═════ Source records

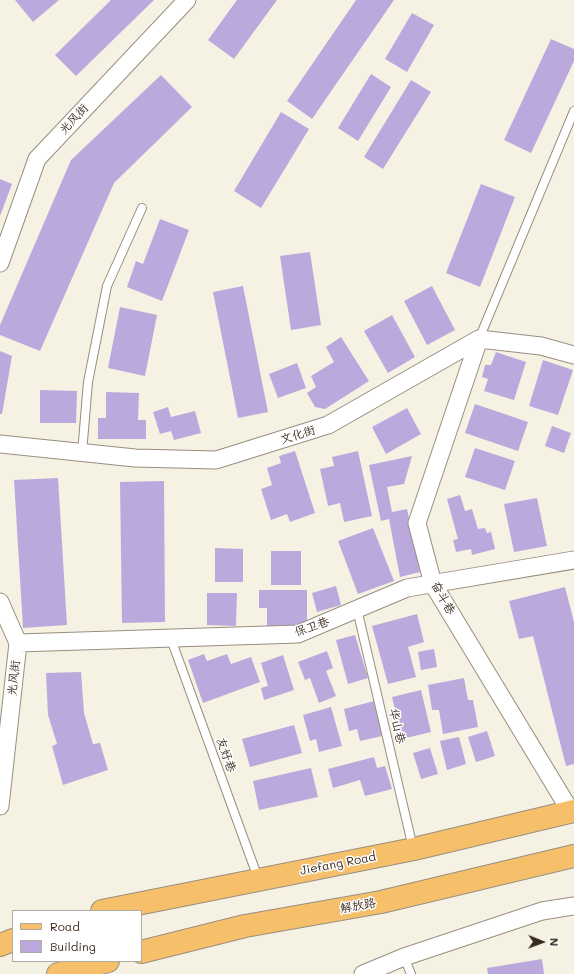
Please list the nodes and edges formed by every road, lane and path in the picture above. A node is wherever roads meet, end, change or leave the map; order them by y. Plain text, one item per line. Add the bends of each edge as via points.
1 (187, 0) edge
2 (574, 111) edge
3 (142, 208) dead end
4 (0, 262) edge
5 (479, 339) junction
6 (574, 355) edge
7 (0, 444) edge
8 (82, 453) junction
9 (574, 560) edge
10 (433, 584) junction
11 (0, 602) edge
12 (358, 609) junction
13 (170, 638) junction
14 (18, 644) junction
15 (0, 806) edge
16 (573, 811) edge
17 (414, 849) junction
18 (574, 856) edge
19 (258, 879) junction
20 (574, 906) edge
21 (107, 910) edge
22 (12, 940) edge
23 (0, 945) edge
24 (142, 952) edge
25 (404, 957) junction
26 (104, 962) edge
27 (58, 974) edge
28 (362, 974) edge
29 (411, 974) edge

1 - 4 street, 光风街 via 37,159
2 - 5 lane
3 - 8 lane via 107,286 88,382
5 - 6 street via 541,346
5 - 8 street, 文化街 via 328,425 216,460 136,458
5 - 10 street, 奋斗巷 via 417,523
7 - 8 street, 文化街
9 - 10 street, 保卫巷
10 - 12 street, 保卫巷 via 408,588
10 - 16 street, 奋斗巷
11 - 14 street, 光风街
12 - 13 street, 保卫巷 via 298,634
12 - 17 lane, 华山巷
13 - 14 street, 保卫巷
13 - 19 lane, 友好巷
14 - 15 street, 光风街
16 - 17 main road, Jiefang Road
17 - 19 main road, Jiefang Road
18 - 24 main road, 解放路 via 381,902 245,926
19 - 21 main road, Jiefang Road
20 - 25 street via 542,911
22 - 23 main road
25 - 28 street
25 - 29 lane
26 - 27 main road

══════════

Work instruction> Print the listing word for word, but omit the pictures.

The completed task>
Please list the nodes and edges formed by every road, lane and path in the picture above. A node is wherever roads meet, end, change or leave the map; order them by y. Plain text, one item per line. Add the bends of each edge as via points.
1 (187, 0) edge
2 (574, 111) edge
3 (142, 208) dead end
4 (0, 262) edge
5 (479, 339) junction
6 (574, 355) edge
7 (0, 444) edge
8 (82, 453) junction
9 (574, 560) edge
10 (433, 584) junction
11 (0, 602) edge
12 (358, 609) junction
13 (170, 638) junction
14 (18, 644) junction
15 (0, 806) edge
16 (573, 811) edge
17 (414, 849) junction
18 (574, 856) edge
19 (258, 879) junction
20 (574, 906) edge
21 (107, 910) edge
22 (12, 940) edge
23 (0, 945) edge
24 (142, 952) edge
25 (404, 957) junction
26 (104, 962) edge
27 (58, 974) edge
28 (362, 974) edge
29 (411, 974) edge

1 - 4 street, 光风街 via 37,159
2 - 5 lane
3 - 8 lane via 107,286 88,382
5 - 6 street via 541,346
5 - 8 street, 文化街 via 328,425 216,460 136,458
5 - 10 street, 奋斗巷 via 417,523
7 - 8 street, 文化街
9 - 10 street, 保卫巷
10 - 12 street, 保卫巷 via 408,588
10 - 16 street, 奋斗巷
11 - 14 street, 光风街
12 - 13 street, 保卫巷 via 298,634
12 - 17 lane, 华山巷
13 - 14 street, 保卫巷
13 - 19 lane, 友好巷
14 - 15 street, 光风街
16 - 17 main road, Jiefang Road
17 - 19 main road, Jiefang Road
18 - 24 main road, 解放路 via 381,902 245,926
19 - 21 main road, Jiefang Road
20 - 25 street via 542,911
22 - 23 main road
25 - 28 street
25 - 29 lane
26 - 27 main road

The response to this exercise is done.